Newbury was better known for its racecourse

Vodafone's phenomenal rise has practically turned the Berkshire market town of Newbury into a company property.

The joint headquarters of the merged group is under contruction just outside Newbury. Meanwhile its 3,000 employees are squeezed into every available spare office block nearby.

Vodafone occupies nearly 50 different addresses in the little town, previously best known for its racecourse and the controversy sparked by the construction of a bypass.

Some 30 buildings will be vacated when the headquarters moves out, but the economy has been thriving and town centre manager Tim Smith said there will be a queue of organisations waiting to move in.

"The opening of the bypass gave us our town centre back, and there will be no problem about filling office space when the new HQ is ready," he said.

Local people appear delighted with the move
The proposal to build the new HQ was tinged with controversy- countryside campaigners objected, but Vodafone threatened to quit Newbury and move to Reading or Swindon if it did not get its way.

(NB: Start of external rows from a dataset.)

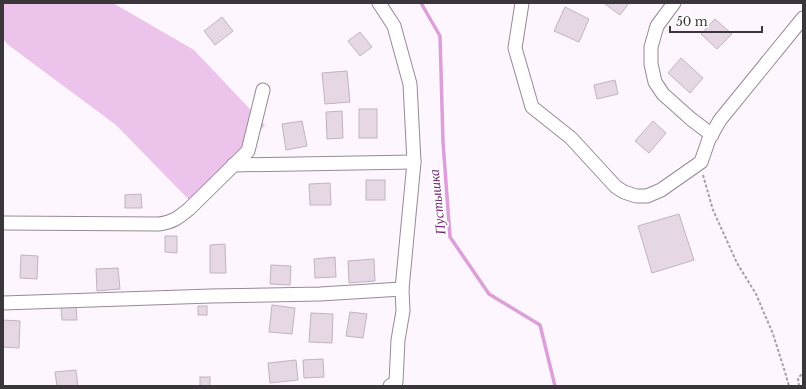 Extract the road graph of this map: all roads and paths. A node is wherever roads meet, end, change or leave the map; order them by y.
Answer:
1 (379, 3) edge
2 (522, 3) edge
3 (674, 3) edge
4 (803, 18) edge
5 (263, 90) dead end
6 (712, 135) junction
7 (414, 162) junction
8 (701, 162) junction
9 (233, 165) junction
10 (3, 223) edge
11 (402, 289) junction
12 (3, 303) edge
13 (803, 373) edge
14 (390, 386) edge
15 (789, 386) edge
16 (799, 386) edge

1 - 7 street
2 - 8 street
3 - 6 street
4 - 6 street
5 - 9 street
6 - 8 street
7 - 9 street
7 - 11 street
8 - 15 path
9 - 10 street
11 - 12 street
11 - 14 street
13 - 16 path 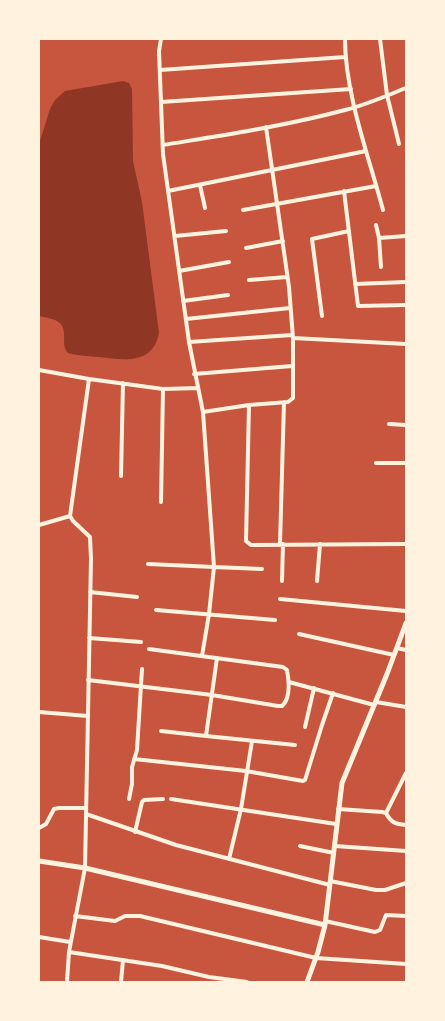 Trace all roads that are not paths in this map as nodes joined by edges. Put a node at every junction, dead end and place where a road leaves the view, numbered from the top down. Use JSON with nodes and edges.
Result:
{"nodes":[{"id":1,"x":161,"y":39,"type":"edge"},
{"id":2,"x":345,"y":39,"type":"edge"},
{"id":3,"x":380,"y":39,"type":"edge"},
{"id":4,"x":345,"y":58,"type":"junction"},
{"id":5,"x":160,"y":70,"type":"junction"},
{"id":6,"x":406,"y":88,"type":"edge"},
{"id":7,"x":351,"y":89,"type":"junction"},
{"id":8,"x":387,"y":95,"type":"junction"},
{"id":9,"x":161,"y":102,"type":"junction"},
{"id":10,"x":355,"y":107,"type":"junction"},
{"id":11,"x":266,"y":127,"type":"junction"},
{"id":12,"x":399,"y":144,"type":"dead end"},
{"id":13,"x":163,"y":145,"type":"junction"},
{"id":14,"x":366,"y":151,"type":"junction"},
{"id":15,"x":273,"y":170,"type":"junction"},
{"id":16,"x":200,"y":185,"type":"junction"},
{"id":17,"x":376,"y":186,"type":"junction"},
{"id":18,"x":168,"y":191,"type":"junction"},
{"id":19,"x":344,"y":191,"type":"junction"},
{"id":20,"x":278,"y":203,"type":"junction"},
{"id":21,"x":205,"y":208,"type":"dead end"},
{"id":22,"x":243,"y":210,"type":"dead end"},
{"id":23,"x":383,"y":210,"type":"dead end"},
{"id":24,"x":376,"y":225,"type":"dead end"},
{"id":25,"x":226,"y":231,"type":"dead end"},
{"id":26,"x":349,"y":231,"type":"junction"},
{"id":27,"x":174,"y":236,"type":"junction"},
{"id":28,"x":406,"y":236,"type":"edge"},
{"id":29,"x":379,"y":238,"type":"junction"},
{"id":30,"x":283,"y":241,"type":"junction"},
{"id":31,"x":246,"y":248,"type":"dead end"},
{"id":32,"x":229,"y":262,"type":"dead end"},
{"id":33,"x":381,"y":267,"type":"dead end"},
{"id":34,"x":179,"y":271,"type":"junction"},
{"id":35,"x":287,"y":277,"type":"junction"},
{"id":36,"x":250,"y":280,"type":"dead end"},
{"id":37,"x":406,"y":282,"type":"edge"},
{"id":38,"x":355,"y":284,"type":"junction"},
{"id":39,"x":228,"y":295,"type":"dead end"},
{"id":40,"x":184,"y":301,"type":"junction"},
{"id":41,"x":406,"y":305,"type":"edge"},
{"id":42,"x":290,"y":308,"type":"junction"},
{"id":43,"x":322,"y":316,"type":"dead end"},
{"id":44,"x":186,"y":320,"type":"junction"},
{"id":45,"x":292,"y":336,"type":"junction"},
{"id":46,"x":189,"y":342,"type":"junction"},
{"id":47,"x":406,"y":344,"type":"edge"},
{"id":48,"x":292,"y":366,"type":"junction"},
{"id":49,"x":39,"y":370,"type":"edge"},
{"id":50,"x":194,"y":374,"type":"junction"},
{"id":51,"x":89,"y":379,"type":"junction"},
{"id":52,"x":123,"y":383,"type":"junction"},
{"id":53,"x":198,"y":388,"type":"junction"},
{"id":54,"x":163,"y":389,"type":"junction"},
{"id":55,"x":284,"y":402,"type":"junction"},
{"id":56,"x":249,"y":404,"type":"junction"},
{"id":57,"x":203,"y":412,"type":"junction"},
{"id":58,"x":389,"y":424,"type":"dead end"},
{"id":59,"x":406,"y":424,"type":"edge"},
{"id":60,"x":376,"y":463,"type":"dead end"},
{"id":61,"x":406,"y":463,"type":"edge"},
{"id":62,"x":121,"y":476,"type":"dead end"},
{"id":63,"x":161,"y":502,"type":"dead end"},
{"id":64,"x":70,"y":516,"type":"junction"},
{"id":65,"x":39,"y":525,"type":"edge"},
{"id":66,"x":282,"y":544,"type":"junction"},
{"id":67,"x":320,"y":544,"type":"junction"},
{"id":68,"x":406,"y":544,"type":"edge"},
{"id":69,"x":148,"y":564,"type":"dead end"},
{"id":70,"x":214,"y":567,"type":"junction"},
{"id":71,"x":262,"y":569,"type":"dead end"},
{"id":72,"x":282,"y":581,"type":"dead end"},
{"id":73,"x":317,"y":581,"type":"dead end"},
{"id":74,"x":90,"y":592,"type":"junction"},
{"id":75,"x":137,"y":597,"type":"dead end"},
{"id":76,"x":280,"y":599,"type":"dead end"},
{"id":77,"x":156,"y":610,"type":"dead end"},
{"id":78,"x":406,"y":611,"type":"edge"},
{"id":79,"x":209,"y":614,"type":"junction"},
{"id":80,"x":275,"y":620,"type":"dead end"},
{"id":81,"x":406,"y":623,"type":"edge"},
{"id":82,"x":299,"y":634,"type":"dead end"},
{"id":83,"x":89,"y":638,"type":"junction"},
{"id":84,"x":141,"y":642,"type":"dead end"},
{"id":85,"x":397,"y":648,"type":"junction"},
{"id":86,"x":149,"y":649,"type":"dead end"},
{"id":87,"x":406,"y":650,"type":"edge"},
{"id":88,"x":202,"y":656,"type":"junction"},
{"id":89,"x":394,"y":656,"type":"junction"},
{"id":90,"x":217,"y":658,"type":"junction"},
{"id":91,"x":142,"y":669,"type":"dead end"},
{"id":92,"x":88,"y":680,"type":"junction"},
{"id":93,"x":289,"y":682,"type":"junction"},
{"id":94,"x":142,"y":686,"type":"junction"},
{"id":95,"x":314,"y":688,"type":"junction"},
{"id":96,"x":334,"y":694,"type":"junction"},
{"id":97,"x":212,"y":695,"type":"junction"},
{"id":98,"x":375,"y":704,"type":"junction"},
{"id":99,"x":406,"y":707,"type":"edge"},
{"id":100,"x":39,"y":712,"type":"edge"},
{"id":101,"x":88,"y":716,"type":"junction"},
{"id":102,"x":305,"y":727,"type":"dead end"},
{"id":103,"x":161,"y":731,"type":"dead end"},
{"id":104,"x":206,"y":736,"type":"junction"},
{"id":105,"x":252,"y":741,"type":"junction"},
{"id":106,"x":296,"y":745,"type":"dead end"},
{"id":107,"x":134,"y":759,"type":"junction"},
{"id":108,"x":246,"y":771,"type":"junction"},
{"id":109,"x":406,"y":773,"type":"edge"},
{"id":110,"x":130,"y":798,"type":"dead end"},
{"id":111,"x":163,"y":799,"type":"dead end"},
{"id":112,"x":171,"y":799,"type":"dead end"},
{"id":113,"x":86,"y":808,"type":"junction"},
{"id":114,"x":241,"y":809,"type":"junction"},
{"id":115,"x":338,"y":809,"type":"junction"},
{"id":116,"x":386,"y":813,"type":"junction"},
{"id":117,"x":86,"y":814,"type":"junction"},
{"id":118,"x":336,"y":824,"type":"junction"},
{"id":119,"x":406,"y":825,"type":"edge"},
{"id":120,"x":39,"y":828,"type":"edge"},
{"id":121,"x":135,"y":832,"type":"junction"},
{"id":122,"x":300,"y":846,"type":"dead end"},
{"id":123,"x":335,"y":846,"type":"junction"},
{"id":124,"x":406,"y":852,"type":"edge"},
{"id":125,"x":334,"y":853,"type":"junction"},
{"id":126,"x":229,"y":859,"type":"junction"},
{"id":127,"x":39,"y":861,"type":"edge"},
{"id":128,"x":85,"y":868,"type":"junction"},
{"id":129,"x":330,"y":883,"type":"junction"},
{"id":130,"x":406,"y":883,"type":"edge"},
{"id":131,"x":75,"y":916,"type":"junction"},
{"id":132,"x":406,"y":916,"type":"edge"},
{"id":133,"x":325,"y":923,"type":"junction"},
{"id":134,"x":39,"y":937,"type":"edge"},
{"id":135,"x":70,"y":942,"type":"junction"},
{"id":136,"x":69,"y":952,"type":"junction"},
{"id":137,"x":316,"y":958,"type":"junction"},
{"id":138,"x":123,"y":960,"type":"junction"},
{"id":139,"x":406,"y":964,"type":"edge"},
{"id":140,"x":209,"y":977,"type":"junction"},
{"id":141,"x":66,"y":982,"type":"edge"},
{"id":142,"x":121,"y":982,"type":"edge"},
{"id":143,"x":208,"y":982,"type":"edge"},
{"id":144,"x":247,"y":982,"type":"edge"},
{"id":145,"x":307,"y":982,"type":"edge"}],
"edges":[{"from":1,"to":5,"type":"street"},
{"from":2,"to":4,"type":"street"},
{"from":3,"to":8,"type":"street"},
{"from":4,"to":5,"type":"street"},
{"from":4,"to":7,"type":"street"},
{"from":5,"to":9,"type":"street"},
{"from":6,"to":8,"type":"street"},
{"from":7,"to":9,"type":"street"},
{"from":7,"to":10,"type":"street"},
{"from":8,"to":10,"type":"street"},
{"from":8,"to":12,"type":"street"},
{"from":9,"to":13,"type":"street"},
{"from":10,"to":11,"type":"street"},
{"from":10,"to":14,"type":"street"},
{"from":11,"to":13,"type":"street"},
{"from":11,"to":15,"type":"street"},
{"from":13,"to":18,"type":"street"},
{"from":14,"to":15,"type":"street"},
{"from":14,"to":17,"type":"street"},
{"from":15,"to":16,"type":"street"},
{"from":15,"to":20,"type":"street"},
{"from":16,"to":18,"type":"street"},
{"from":16,"to":21,"type":"street"},
{"from":17,"to":19,"type":"street"},
{"from":17,"to":23,"type":"street"},
{"from":18,"to":27,"type":"street"},
{"from":19,"to":20,"type":"street"},
{"from":19,"to":26,"type":"street"},
{"from":20,"to":22,"type":"street"},
{"from":20,"to":30,"type":"street"},
{"from":24,"to":29,"type":"street"},
{"from":25,"to":27,"type":"street"},
{"from":26,"to":38,"type":"street"},
{"from":26,"to":43,"type":"street"},
{"from":27,"to":34,"type":"street"},
{"from":28,"to":29,"type":"street"},
{"from":29,"to":33,"type":"street"},
{"from":30,"to":31,"type":"street"},
{"from":30,"to":35,"type":"street"},
{"from":32,"to":34,"type":"street"},
{"from":34,"to":40,"type":"street"},
{"from":35,"to":36,"type":"street"},
{"from":35,"to":42,"type":"street"},
{"from":37,"to":38,"type":"street"},
{"from":38,"to":41,"type":"street"},
{"from":39,"to":40,"type":"street"},
{"from":40,"to":44,"type":"street"},
{"from":42,"to":44,"type":"street"},
{"from":42,"to":45,"type":"street"},
{"from":44,"to":46,"type":"street"},
{"from":45,"to":46,"type":"street"},
{"from":45,"to":47,"type":"street"},
{"from":45,"to":48,"type":"street"},
{"from":46,"to":50,"type":"street"},
{"from":48,"to":50,"type":"street"},
{"from":48,"to":55,"type":"street"},
{"from":49,"to":51,"type":"street"},
{"from":50,"to":53,"type":"street"},
{"from":51,"to":52,"type":"street"},
{"from":51,"to":64,"type":"street"},
{"from":52,"to":54,"type":"street"},
{"from":52,"to":62,"type":"street"},
{"from":53,"to":54,"type":"street"},
{"from":53,"to":57,"type":"street"},
{"from":54,"to":63,"type":"street"},
{"from":55,"to":56,"type":"street"},
{"from":55,"to":66,"type":"street"},
{"from":56,"to":57,"type":"street"},
{"from":56,"to":66,"type":"street"},
{"from":57,"to":70,"type":"street"},
{"from":58,"to":59,"type":"street"},
{"from":60,"to":61,"type":"street"},
{"from":64,"to":65,"type":"street"},
{"from":64,"to":74,"type":"street"},
{"from":66,"to":67,"type":"street"},
{"from":66,"to":72,"type":"street"},
{"from":67,"to":68,"type":"street"},
{"from":67,"to":73,"type":"street"},
{"from":69,"to":70,"type":"street"},
{"from":70,"to":71,"type":"street"},
{"from":70,"to":79,"type":"street"},
{"from":74,"to":75,"type":"street"},
{"from":74,"to":83,"type":"street"},
{"from":76,"to":78,"type":"street"},
{"from":77,"to":79,"type":"street"},
{"from":79,"to":80,"type":"street"},
{"from":79,"to":88,"type":"street"},
{"from":81,"to":85,"type":"street"},
{"from":82,"to":89,"type":"street"},
{"from":83,"to":84,"type":"street"},
{"from":83,"to":92,"type":"street"},
{"from":85,"to":87,"type":"street"},
{"from":85,"to":89,"type":"street"},
{"from":86,"to":88,"type":"street"},
{"from":88,"to":90,"type":"street"},
{"from":89,"to":98,"type":"street"},
{"from":90,"to":93,"type":"street"},
{"from":90,"to":97,"type":"street"},
{"from":91,"to":94,"type":"street"},
{"from":92,"to":94,"type":"street"},
{"from":92,"to":101,"type":"street"},
{"from":93,"to":95,"type":"street"},
{"from":93,"to":97,"type":"street"},
{"from":94,"to":97,"type":"street"},
{"from":94,"to":107,"type":"street"},
{"from":95,"to":96,"type":"street"},
{"from":95,"to":102,"type":"street"},
{"from":96,"to":98,"type":"street"},
{"from":96,"to":108,"type":"street"},
{"from":97,"to":104,"type":"street"},
{"from":98,"to":99,"type":"street"},
{"from":98,"to":115,"type":"street"},
{"from":100,"to":101,"type":"street"},
{"from":101,"to":113,"type":"street"},
{"from":103,"to":104,"type":"street"},
{"from":104,"to":105,"type":"street"},
{"from":105,"to":106,"type":"street"},
{"from":105,"to":108,"type":"street"},
{"from":107,"to":108,"type":"street"},
{"from":107,"to":110,"type":"street"},
{"from":108,"to":114,"type":"street"},
{"from":109,"to":116,"type":"street"},
{"from":111,"to":121,"type":"street"},
{"from":112,"to":114,"type":"street"},
{"from":113,"to":117,"type":"street"},
{"from":113,"to":120,"type":"street"},
{"from":114,"to":118,"type":"street"},
{"from":114,"to":126,"type":"street"},
{"from":115,"to":116,"type":"street"},
{"from":115,"to":118,"type":"street"},
{"from":116,"to":119,"type":"street"},
{"from":117,"to":121,"type":"street"},
{"from":117,"to":128,"type":"street"},
{"from":118,"to":123,"type":"street"},
{"from":121,"to":126,"type":"street"},
{"from":122,"to":125,"type":"street"},
{"from":123,"to":124,"type":"street"},
{"from":123,"to":125,"type":"street"},
{"from":125,"to":129,"type":"street"},
{"from":126,"to":129,"type":"street"},
{"from":127,"to":128,"type":"street"},
{"from":128,"to":131,"type":"street"},
{"from":128,"to":133,"type":"street"},
{"from":129,"to":130,"type":"street"},
{"from":129,"to":133,"type":"street"},
{"from":131,"to":135,"type":"street"},
{"from":131,"to":137,"type":"street"},
{"from":132,"to":133,"type":"street"},
{"from":133,"to":137,"type":"street"},
{"from":134,"to":135,"type":"street"},
{"from":135,"to":136,"type":"street"},
{"from":136,"to":138,"type":"street"},
{"from":136,"to":141,"type":"street"},
{"from":137,"to":139,"type":"street"},
{"from":137,"to":145,"type":"street"},
{"from":138,"to":140,"type":"street"},
{"from":138,"to":142,"type":"street"},
{"from":140,"to":143,"type":"street"},
{"from":140,"to":144,"type":"street"}]}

In return for permission to construct the massive office block, West Berkshire council believes it has got clear commitments from the company that it will stay until at least 2020.

Town centre manager Tim Smith said the deal, which will put their local company in the top five of the world's corporations, came as a surprise.

"To be honest we were so involved in securing Vodafone in the town that the Mannesmann issue almost went unnoticed," he said.

People on the streets of Newbury were delighted with the decision, and the potential money it could bring into the town.

"I think everyone's really excited," said one woman. "We're completely over the moon, it's great. It seems to be something new all the time."

Workers' boost

One employee said: "This is such a booming industry , there is such scope for mobile communicationss in the future too."

But Vodafone AirTouch spokesperson Michelle Burgess said the deal will not automatically mean new jobs.

"The employment in Newbury will be the same, but there will be jobs created through normal growth," she said.

And she said there will be an immediate boost for workers.

"The company does operate a very good share scheme, and the share price has gone up so it will benefit them that way too," she said.

Vodafone has 146 jobs advertised in Newbury, where unemployment is below 1%.

'Good news'

David Pitchforth, a build controller who has worked for the company for six years, said:

"I think it's brilliant. It is going to push our company so far ahead of the game once we merge with Mannesmann. We will have coverage in 56 countries."

Kevin Taylor, head of marketing for small businesses, said: "I think it is tremendous news for Vodafone employees and customers, and it will bring a number of things to us.

"It will accelerate our capabilities in the data and internet area, and I think the merger really will be good news for the corporate customers and small businesses, many of whom trade and travel internationally.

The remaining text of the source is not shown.